Bangalore , Sept.5 With credit off-take witnessing continued forward momentum, some banks have approached the Reserve Bank of India with the suggestion to treat floating provisions as part of Tier one capital. Currently only equity, general reserves and long-term borrowings in the form of perpetual bonds are treated as Tier one capital. Floating provisions, which are excess provisions created beyond the actual requirement, are treated as Tier two capital. These are meant to meet future contingencies - non-performing assets and depreciation of investments. Bankers, however, say that with annual credit growth continuing at over 30 per cent, there was an urgent requirement of capital.
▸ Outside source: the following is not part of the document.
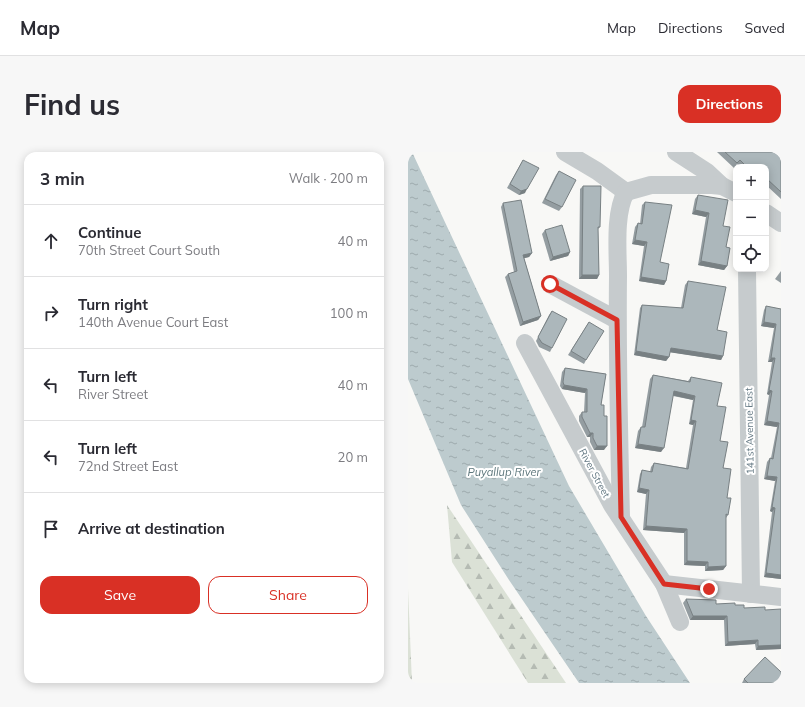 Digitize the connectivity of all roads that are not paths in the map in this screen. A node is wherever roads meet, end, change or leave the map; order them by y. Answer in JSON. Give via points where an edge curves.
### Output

The bulk of the credit growth was in rural regions, mostly in the farm and rural infrastructure sectors. Besides, some banks are also pushing for refinancing of farm loans in the unorganised sector. Bankers said access to equity funds could breach the government-holding requirement of 51 per cent for some banks.
Perpetual bonds
Although banks can raise Tier one funds through issue of perpetual bonds, there were long-term cost implications, bankers said. The last few rounds of Tier two borrowings were made at rates close to 9 per cent, with step-up options of another 50-75 basis points after 10 years. For perpetual bonds, the pricing would be even higher as such instruments are open ended. Also, not many banks are keen to tap the external commercial borrowings for perpetual bonds markets unless they have substantial foreign operations or foreign currency assets. Further, bankers said there were issues relating to maintenance of reserve ratios. Barring equity funds, all outside liabilities, including perpetual bonds, are treated as net demand and time liabilities and therefore subject to maintenance of reserve ratios, both SLR and CRR. As a result many PSU banks are reluctant to make perpetual bond issues. Bankers instead want floating provisions treated as part of Tier one capital. They said that the provisions were created out of their net revenues. Therefore they are qualified as Tier one capital, as floating/excess provisions comprised part of the reserves, they added.
Extra leeway
Changing the accounting treatment of the provisions, they added, would also benefit some banks that have hit the government-holding ceiling, as it would provide additional leeway for raising Tier two funds. Currently Tier two capital can be raised up to 100 per cent of Tier one capital. This would enable them to sustain the current pace of credit expansion, the bankers added.